Scan the entries line by line and return those with "road".
──────── Data records ────────
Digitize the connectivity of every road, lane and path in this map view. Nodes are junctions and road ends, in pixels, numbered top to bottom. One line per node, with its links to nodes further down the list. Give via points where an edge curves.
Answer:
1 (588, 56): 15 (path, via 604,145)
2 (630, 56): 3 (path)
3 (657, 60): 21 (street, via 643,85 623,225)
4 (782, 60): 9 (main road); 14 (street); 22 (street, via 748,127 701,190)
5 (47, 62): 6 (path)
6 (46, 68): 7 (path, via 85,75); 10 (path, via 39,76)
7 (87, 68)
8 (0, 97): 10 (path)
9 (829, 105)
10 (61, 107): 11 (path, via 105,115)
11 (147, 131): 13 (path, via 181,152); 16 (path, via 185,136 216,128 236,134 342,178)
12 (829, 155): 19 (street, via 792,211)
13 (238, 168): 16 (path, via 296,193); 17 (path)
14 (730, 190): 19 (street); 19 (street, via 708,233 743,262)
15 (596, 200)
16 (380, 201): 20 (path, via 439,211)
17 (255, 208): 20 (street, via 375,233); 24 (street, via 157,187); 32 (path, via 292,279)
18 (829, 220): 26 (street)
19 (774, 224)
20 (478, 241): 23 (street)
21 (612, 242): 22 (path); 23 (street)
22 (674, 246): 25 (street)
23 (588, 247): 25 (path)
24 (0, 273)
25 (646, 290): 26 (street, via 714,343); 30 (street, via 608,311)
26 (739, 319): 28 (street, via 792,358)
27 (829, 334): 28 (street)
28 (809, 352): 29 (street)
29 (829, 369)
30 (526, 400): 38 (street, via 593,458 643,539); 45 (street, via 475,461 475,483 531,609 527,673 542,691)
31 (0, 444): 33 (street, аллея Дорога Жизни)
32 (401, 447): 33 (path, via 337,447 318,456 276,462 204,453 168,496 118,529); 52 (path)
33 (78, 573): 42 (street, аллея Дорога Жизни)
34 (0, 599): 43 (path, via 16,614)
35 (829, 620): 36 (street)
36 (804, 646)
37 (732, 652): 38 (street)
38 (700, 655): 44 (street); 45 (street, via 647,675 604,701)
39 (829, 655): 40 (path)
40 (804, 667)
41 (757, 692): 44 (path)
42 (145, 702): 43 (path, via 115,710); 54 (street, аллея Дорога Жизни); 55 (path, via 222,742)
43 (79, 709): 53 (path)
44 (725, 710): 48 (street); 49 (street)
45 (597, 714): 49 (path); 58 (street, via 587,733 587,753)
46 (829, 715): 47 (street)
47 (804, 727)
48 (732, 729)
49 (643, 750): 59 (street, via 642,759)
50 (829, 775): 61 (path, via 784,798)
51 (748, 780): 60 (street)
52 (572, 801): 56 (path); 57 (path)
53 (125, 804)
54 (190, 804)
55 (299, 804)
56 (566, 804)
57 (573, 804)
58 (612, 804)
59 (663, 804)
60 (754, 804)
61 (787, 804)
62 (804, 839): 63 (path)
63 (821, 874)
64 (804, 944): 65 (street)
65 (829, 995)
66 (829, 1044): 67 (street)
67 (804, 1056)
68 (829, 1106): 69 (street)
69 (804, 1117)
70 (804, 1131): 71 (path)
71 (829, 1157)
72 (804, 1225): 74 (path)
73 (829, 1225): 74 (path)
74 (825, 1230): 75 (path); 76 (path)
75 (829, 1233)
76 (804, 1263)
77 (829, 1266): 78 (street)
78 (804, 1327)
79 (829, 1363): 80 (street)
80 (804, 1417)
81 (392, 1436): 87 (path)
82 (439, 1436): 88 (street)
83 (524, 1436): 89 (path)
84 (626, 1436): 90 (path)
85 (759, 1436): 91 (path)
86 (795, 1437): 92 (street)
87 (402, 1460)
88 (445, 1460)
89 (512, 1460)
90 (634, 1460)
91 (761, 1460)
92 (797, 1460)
────────
## Answer box:
Digitize the connectivity of every road, lane and path in this map view. Nodes are junctions and road ends, in pixels, numbered top to bottom. One line per node, with its links to nodes further down the list. Give via points where an edge curves.
4 (782, 60): 9 (main road); 14 (street); 22 (street, via 748,127 701,190)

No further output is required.